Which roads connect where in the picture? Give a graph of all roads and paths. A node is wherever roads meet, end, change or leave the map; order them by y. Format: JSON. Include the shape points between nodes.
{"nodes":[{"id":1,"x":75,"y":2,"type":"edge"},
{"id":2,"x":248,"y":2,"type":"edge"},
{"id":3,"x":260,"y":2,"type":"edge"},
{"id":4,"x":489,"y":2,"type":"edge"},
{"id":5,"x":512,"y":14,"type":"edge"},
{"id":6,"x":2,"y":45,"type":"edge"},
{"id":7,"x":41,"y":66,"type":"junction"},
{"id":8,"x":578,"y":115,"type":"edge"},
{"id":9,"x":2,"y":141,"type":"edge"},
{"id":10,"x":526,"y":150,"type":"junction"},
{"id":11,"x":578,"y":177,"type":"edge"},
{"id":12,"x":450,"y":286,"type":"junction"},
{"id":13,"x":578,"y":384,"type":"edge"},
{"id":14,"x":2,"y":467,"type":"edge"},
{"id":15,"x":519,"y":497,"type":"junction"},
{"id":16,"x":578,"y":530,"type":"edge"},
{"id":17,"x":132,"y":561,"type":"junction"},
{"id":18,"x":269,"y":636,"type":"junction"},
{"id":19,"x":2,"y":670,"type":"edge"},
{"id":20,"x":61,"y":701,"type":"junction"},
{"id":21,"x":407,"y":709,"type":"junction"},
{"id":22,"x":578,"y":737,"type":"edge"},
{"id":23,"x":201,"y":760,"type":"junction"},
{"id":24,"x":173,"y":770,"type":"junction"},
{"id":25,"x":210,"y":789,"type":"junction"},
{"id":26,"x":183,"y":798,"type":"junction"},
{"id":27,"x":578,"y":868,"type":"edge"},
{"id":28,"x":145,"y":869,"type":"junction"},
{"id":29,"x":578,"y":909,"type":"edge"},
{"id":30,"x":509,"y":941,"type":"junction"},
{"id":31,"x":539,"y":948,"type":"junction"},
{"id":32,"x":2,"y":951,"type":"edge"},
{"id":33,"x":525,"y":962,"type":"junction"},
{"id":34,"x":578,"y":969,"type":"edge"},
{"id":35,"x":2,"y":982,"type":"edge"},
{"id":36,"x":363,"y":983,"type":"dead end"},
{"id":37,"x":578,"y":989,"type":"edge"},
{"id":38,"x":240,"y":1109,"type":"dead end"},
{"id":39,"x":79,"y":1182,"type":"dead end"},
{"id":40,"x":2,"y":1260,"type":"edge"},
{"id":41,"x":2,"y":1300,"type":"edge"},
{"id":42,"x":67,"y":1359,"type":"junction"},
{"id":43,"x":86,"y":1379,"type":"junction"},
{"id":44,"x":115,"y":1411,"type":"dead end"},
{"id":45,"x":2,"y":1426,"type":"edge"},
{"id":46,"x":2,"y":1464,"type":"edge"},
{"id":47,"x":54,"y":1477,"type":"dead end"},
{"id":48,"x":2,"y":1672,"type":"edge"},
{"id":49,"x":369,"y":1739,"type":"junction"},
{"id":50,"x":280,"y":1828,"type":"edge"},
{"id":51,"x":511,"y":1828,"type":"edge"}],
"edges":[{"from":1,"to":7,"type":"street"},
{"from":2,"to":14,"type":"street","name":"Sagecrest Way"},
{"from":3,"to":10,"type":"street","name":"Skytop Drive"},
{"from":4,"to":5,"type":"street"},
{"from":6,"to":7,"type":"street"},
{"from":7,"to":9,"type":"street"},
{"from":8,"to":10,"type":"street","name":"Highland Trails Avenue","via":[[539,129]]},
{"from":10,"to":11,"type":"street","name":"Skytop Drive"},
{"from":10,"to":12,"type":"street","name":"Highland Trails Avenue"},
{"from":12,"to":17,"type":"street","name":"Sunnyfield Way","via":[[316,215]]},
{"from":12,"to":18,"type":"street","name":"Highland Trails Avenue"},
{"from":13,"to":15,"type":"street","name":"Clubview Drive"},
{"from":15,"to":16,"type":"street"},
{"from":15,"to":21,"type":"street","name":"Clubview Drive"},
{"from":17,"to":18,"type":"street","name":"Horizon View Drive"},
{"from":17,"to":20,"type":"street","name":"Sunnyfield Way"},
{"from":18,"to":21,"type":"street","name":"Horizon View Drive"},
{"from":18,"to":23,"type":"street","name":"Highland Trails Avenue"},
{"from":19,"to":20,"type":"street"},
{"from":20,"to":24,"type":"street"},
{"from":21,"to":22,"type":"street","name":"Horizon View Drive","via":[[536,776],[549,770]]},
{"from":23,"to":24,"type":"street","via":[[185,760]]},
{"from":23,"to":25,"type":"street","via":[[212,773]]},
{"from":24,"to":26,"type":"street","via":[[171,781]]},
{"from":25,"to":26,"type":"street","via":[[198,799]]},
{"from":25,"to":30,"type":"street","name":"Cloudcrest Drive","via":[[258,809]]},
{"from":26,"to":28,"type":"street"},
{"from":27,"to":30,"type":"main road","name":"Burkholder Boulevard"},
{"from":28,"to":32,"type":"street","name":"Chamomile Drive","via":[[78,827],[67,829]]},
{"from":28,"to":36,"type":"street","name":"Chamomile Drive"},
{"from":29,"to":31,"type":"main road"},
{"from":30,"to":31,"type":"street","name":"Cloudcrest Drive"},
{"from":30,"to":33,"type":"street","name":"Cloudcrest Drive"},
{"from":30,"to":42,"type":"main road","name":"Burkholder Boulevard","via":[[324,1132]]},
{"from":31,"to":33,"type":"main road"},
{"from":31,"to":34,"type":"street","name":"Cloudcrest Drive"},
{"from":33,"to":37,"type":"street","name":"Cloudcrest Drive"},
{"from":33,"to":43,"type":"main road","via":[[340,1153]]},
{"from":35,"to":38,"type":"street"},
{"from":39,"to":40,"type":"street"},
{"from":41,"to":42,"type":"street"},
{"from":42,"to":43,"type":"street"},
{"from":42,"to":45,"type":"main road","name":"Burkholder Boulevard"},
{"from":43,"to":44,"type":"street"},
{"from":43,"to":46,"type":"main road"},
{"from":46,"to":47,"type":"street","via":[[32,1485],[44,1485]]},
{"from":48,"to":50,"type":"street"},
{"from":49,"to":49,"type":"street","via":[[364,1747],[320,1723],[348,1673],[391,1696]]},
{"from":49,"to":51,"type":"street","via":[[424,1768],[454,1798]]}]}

Aim of the task
The lines holding the word "Skytop" are the answer. Pull them out of the records and copy them.

Answer section
{"from":3,"to":10,"type":"street","name":"Skytop Drive"},
{"from":10,"to":11,"type":"street","name":"Skytop Drive"},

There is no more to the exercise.